The New King Kong Pinball Machine Looks Cool, but It Could Look a Lot Cooler

There are certain inalienable facts about Stern’s new pinball machines. New machines will be based on a license, that license will be popular with middle-aged men, and those machines will cost a small fortune that can only be afforded by older guys with solid jobs and disposable income. So it’s not a big surprise that their newest machine, announced last week, is based on King Kong—a character introduced 92 years ago that has never receded too far from the pop culture spotlight in the decades since.

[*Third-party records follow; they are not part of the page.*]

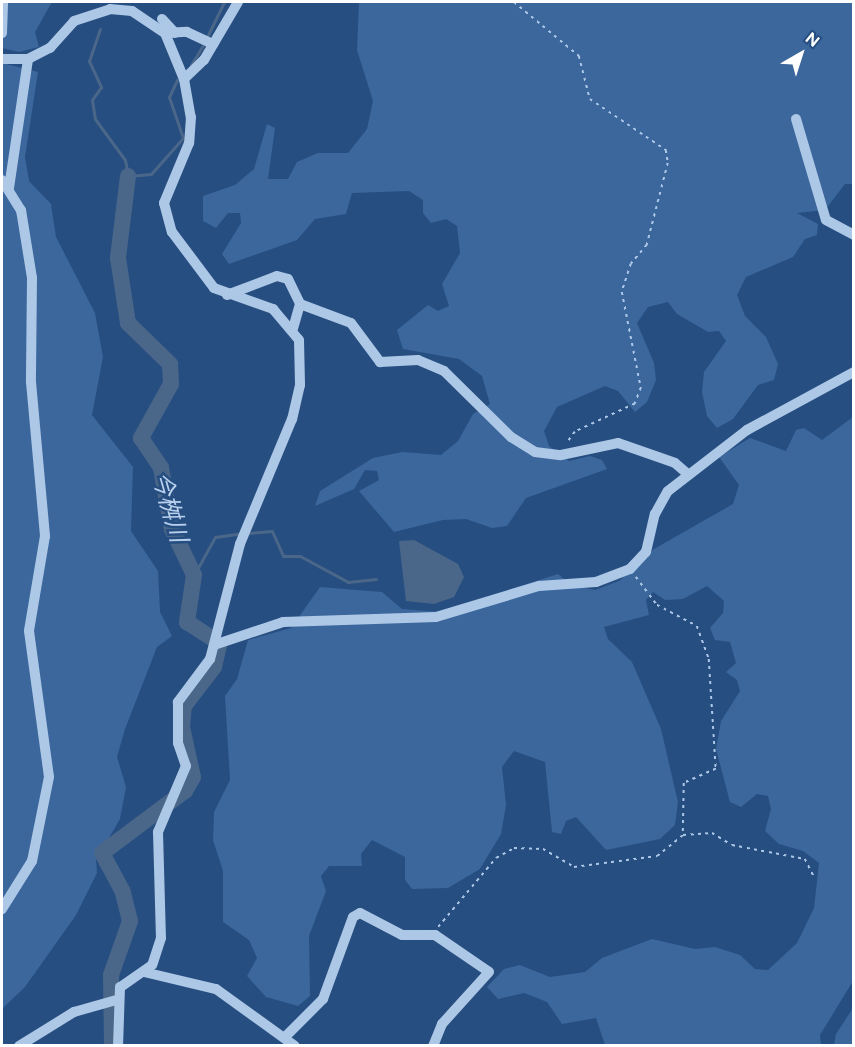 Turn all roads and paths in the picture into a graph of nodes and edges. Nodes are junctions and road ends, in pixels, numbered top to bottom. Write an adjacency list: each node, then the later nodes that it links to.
1 (3, 2): 5 (street)
2 (238, 2): 7 (street)
3 (514, 2): 18 (path)
4 (162, 19): 6 (street)
5 (2, 33)
6 (170, 33): 7 (street); 9 (street); 10 (street)
7 (213, 44): 10 (street)
8 (2, 59): 9 (street)
9 (28, 59): 12 (street)
10 (184, 79): 14 (street)
11 (796, 119): 13 (street)
12 (5, 184): 24 (street)
13 (854, 235)
14 (227, 295): 15 (street); 16 (street)
15 (300, 304): 16 (street); 18 (street)
16 (292, 328): 21 (street)
17 (854, 372): 19 (street)
18 (561, 455): 19 (street)
19 (689, 475): 20 (street)
20 (630, 568): 21 (street); 22 (path)
21 (214, 645): 26 (street)
22 (683, 835): 23 (path); 25 (path)
23 (814, 877)
24 (2, 909)
25 (435, 935): 28 (street); 32 (street)
26 (144, 972): 27 (street); 28 (street)
27 (111, 1000): 29 (street); 30 (street)
28 (285, 1037): 31 (street)
29 (19, 1046)
30 (118, 1046)
31 (295, 1046)
32 (433, 1046) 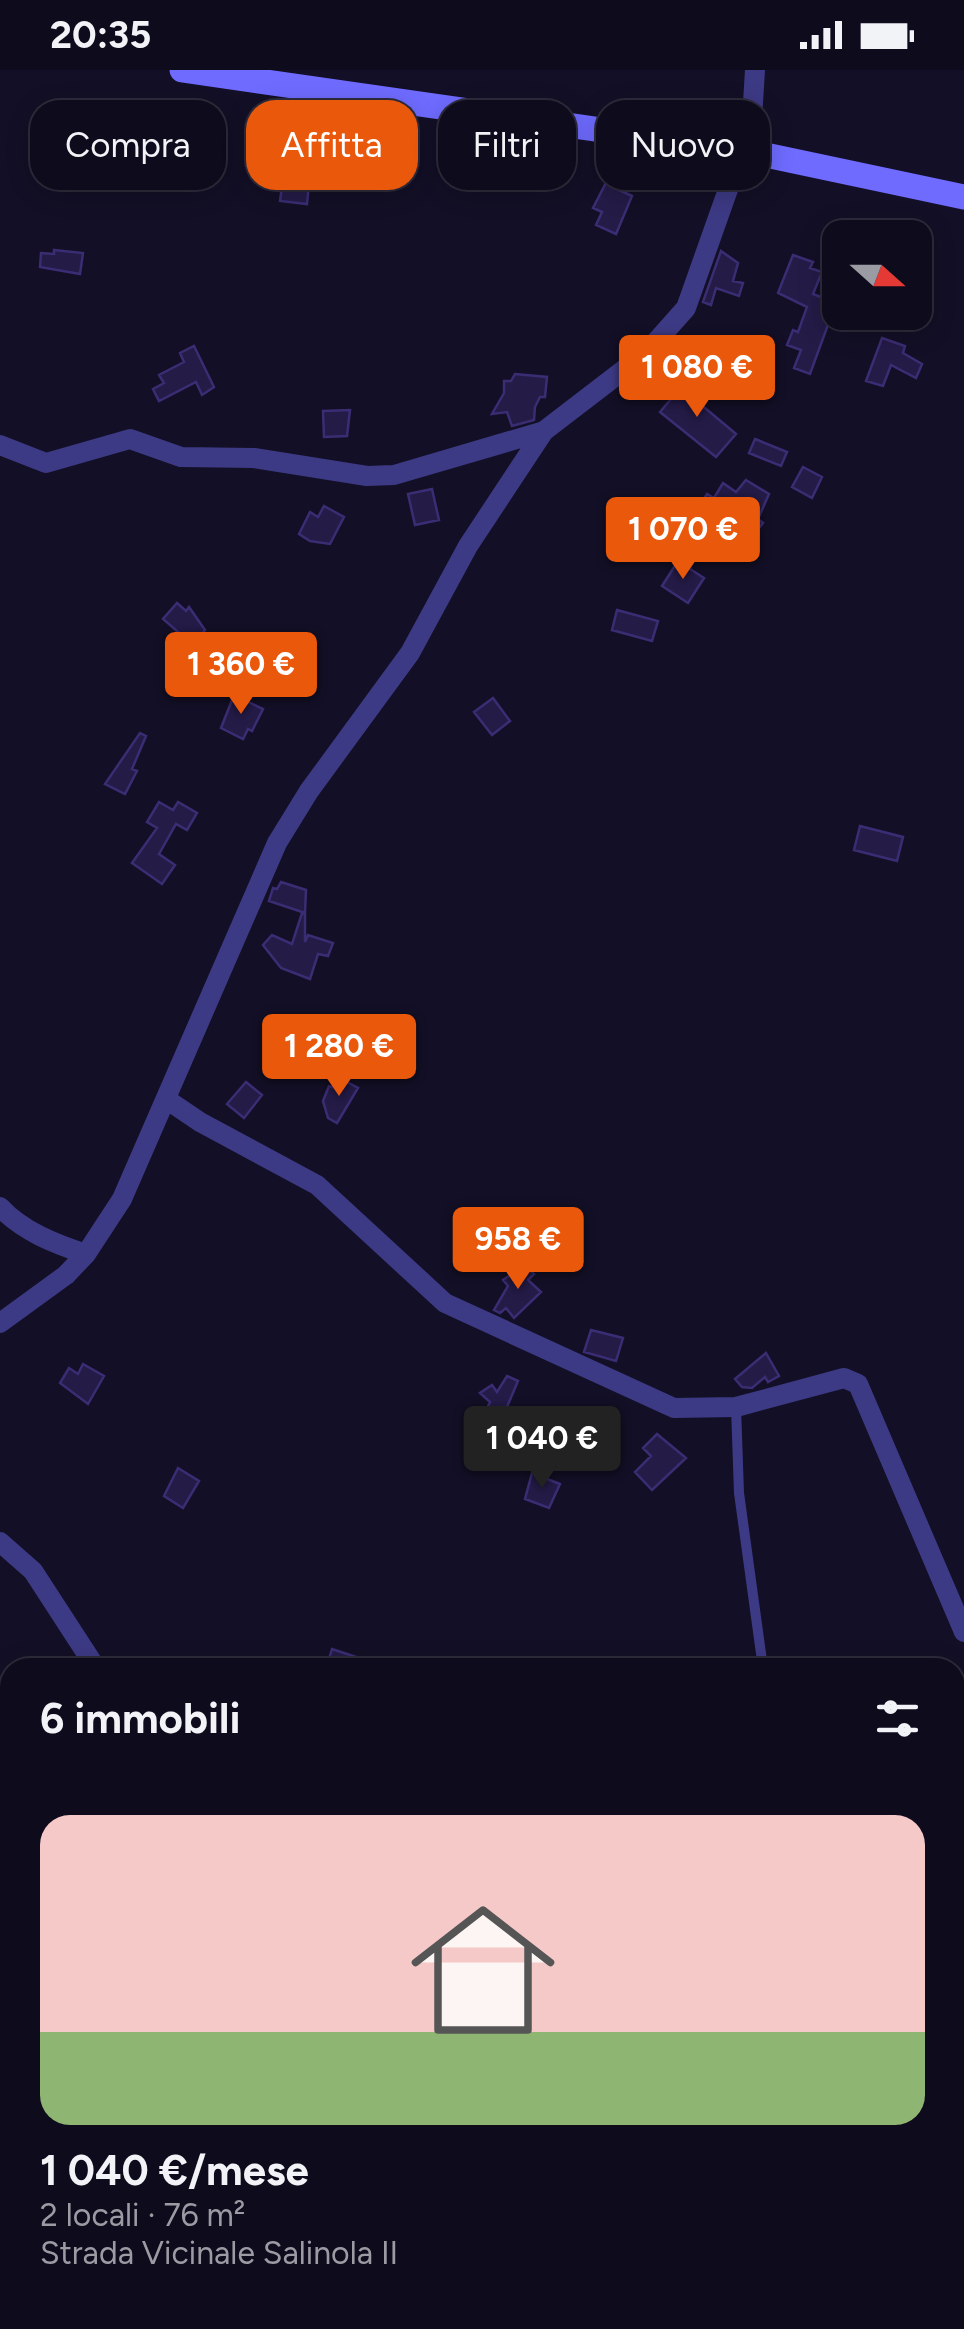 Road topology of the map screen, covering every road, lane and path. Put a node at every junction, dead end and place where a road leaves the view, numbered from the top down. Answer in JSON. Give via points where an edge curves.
{"nodes":[{"id":1,"x":182,"y":70,"type":"edge"},
{"id":2,"x":755,"y":70,"type":"edge"},
{"id":3,"x":752,"y":100,"type":"edge"},
{"id":4,"x":596,"y":129,"type":"edge"},
{"id":5,"x":770,"y":156,"type":"edge"},
{"id":6,"x":731,"y":190,"type":"edge"},
{"id":7,"x":964,"y":197,"type":"edge"},
{"id":8,"x":544,"y":431,"type":"junction"},
{"id":9,"x":0,"y":445,"type":"edge"},
{"id":10,"x":166,"y":1099,"type":"junction"},
{"id":11,"x":0,"y":1208,"type":"edge"},
{"id":12,"x":86,"y":1254,"type":"junction"},
{"id":13,"x":0,"y":1323,"type":"edge"},
{"id":14,"x":736,"y":1408,"type":"junction"},
{"id":15,"x":0,"y":1542,"type":"edge"},
{"id":16,"x":964,"y":1632,"type":"edge"},
{"id":17,"x":90,"y":1658,"type":"edge"},
{"id":18,"x":761,"y":1658,"type":"edge"}],
"edges":[{"from":1,"to":4,"type":"main road"},
{"from":2,"to":3,"type":"street"},
{"from":5,"to":7,"type":"main road"},
{"from":6,"to":8,"type":"street","via":[[686,308],[647,352]]},
{"from":8,"to":9,"type":"street","via":[[394,475],[367,476],[276,460],[181,457],[130,439],[46,463]]},
{"from":8,"to":10,"type":"street","via":[[468,546],[410,653],[276,843]]},
{"from":10,"to":12,"type":"street","via":[[122,1199]]},
{"from":10,"to":14,"type":"street","via":[[317,1185],[445,1303],[674,1408]]},
{"from":11,"to":12,"type":"street","via":[[13,1221]]},
{"from":12,"to":13,"type":"street"},
{"from":14,"to":16,"type":"street","via":[[844,1378],[858,1384]]},
{"from":14,"to":18,"type":"lane","via":[[739,1492]]},
{"from":15,"to":17,"type":"street","via":[[34,1570]]}]} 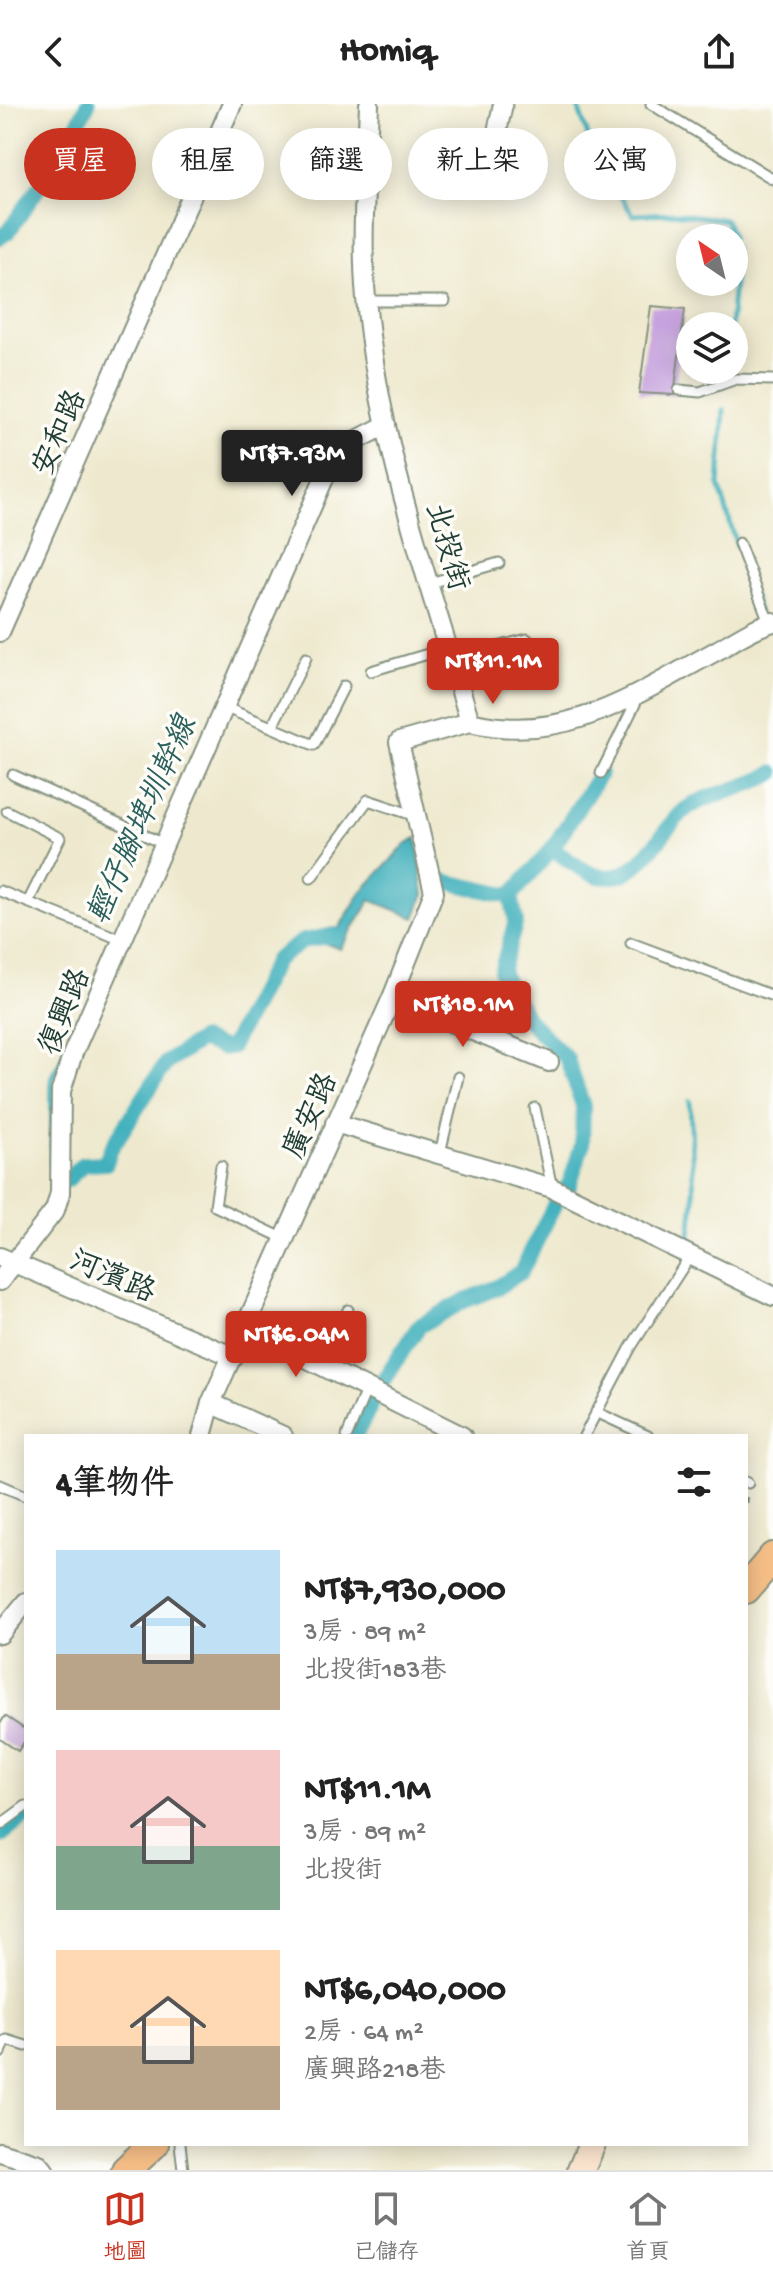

The last new Stern machine that wasn’t based on a movie, band, TV show, or game was 2019’s Black Knight: Sword of Rage—which is a sequel to a beloved 1980 pinball machine that today’s pinball buyers are very familiar with. Although pinball is healthier today than it was 20 years ago, it’s still inherently risky—it remains a niche hobby, and these increasingly complex and complicated machines are costly to make—and so Stern, the biggest name in the game this century, understandably tries to mitigate that risk as much as possible by focusing on games that target the core demo like a laser. Sometimes these old guy interests overlap with general pop culture, as with recent games based on Stranger Things and The Mandalorian, but it’s also the reason we’ve gotten new pinball machines based on Elvira, The Munsters, and the band Rush in the last six years. (Again, I’m not complaining: I’m a middle-aged man myself, and thus perfectly in the key demographic here. Plus that Elvira game’s rad.) King Kong’s more universal than those three—I’m sure those newfangled Kong vs. Godzilla movies have brought a lot of kids under the great ape’s sway—but this particular pin is clearly for the real heads; it’s specifically based on the original movie and its characters and set in the 1930s.
I’m not complaining about Kong one bit. King Kong is cool. King Kong has always been cool. There should be, like, a dozen different King Kong pinball games by now. Instead there are only two that you’re ever likely to play: Data East’s 1990 machine, and Stern’s new one. (Pinside lists a third one, made by a Brazilian company in 1978, but it seems to only exist today as a video pinball recreation.) It’s legitimately shocking that there wasn’t a King Kong pin made alongside the ‘70s movie, or even an earlier Stern game from this century. I haven’t had a chance to play Stern’s new one (which is officially called King Kong: Myth of Terror Island) but I can’t wait until it shows up at one of Atlanta’s pinball arcades. If I was rich beyond reason I would probably buy one.
It’s cool that Stern has made a new King Kong pin. I wish it was a little more stylish in its presentation, though.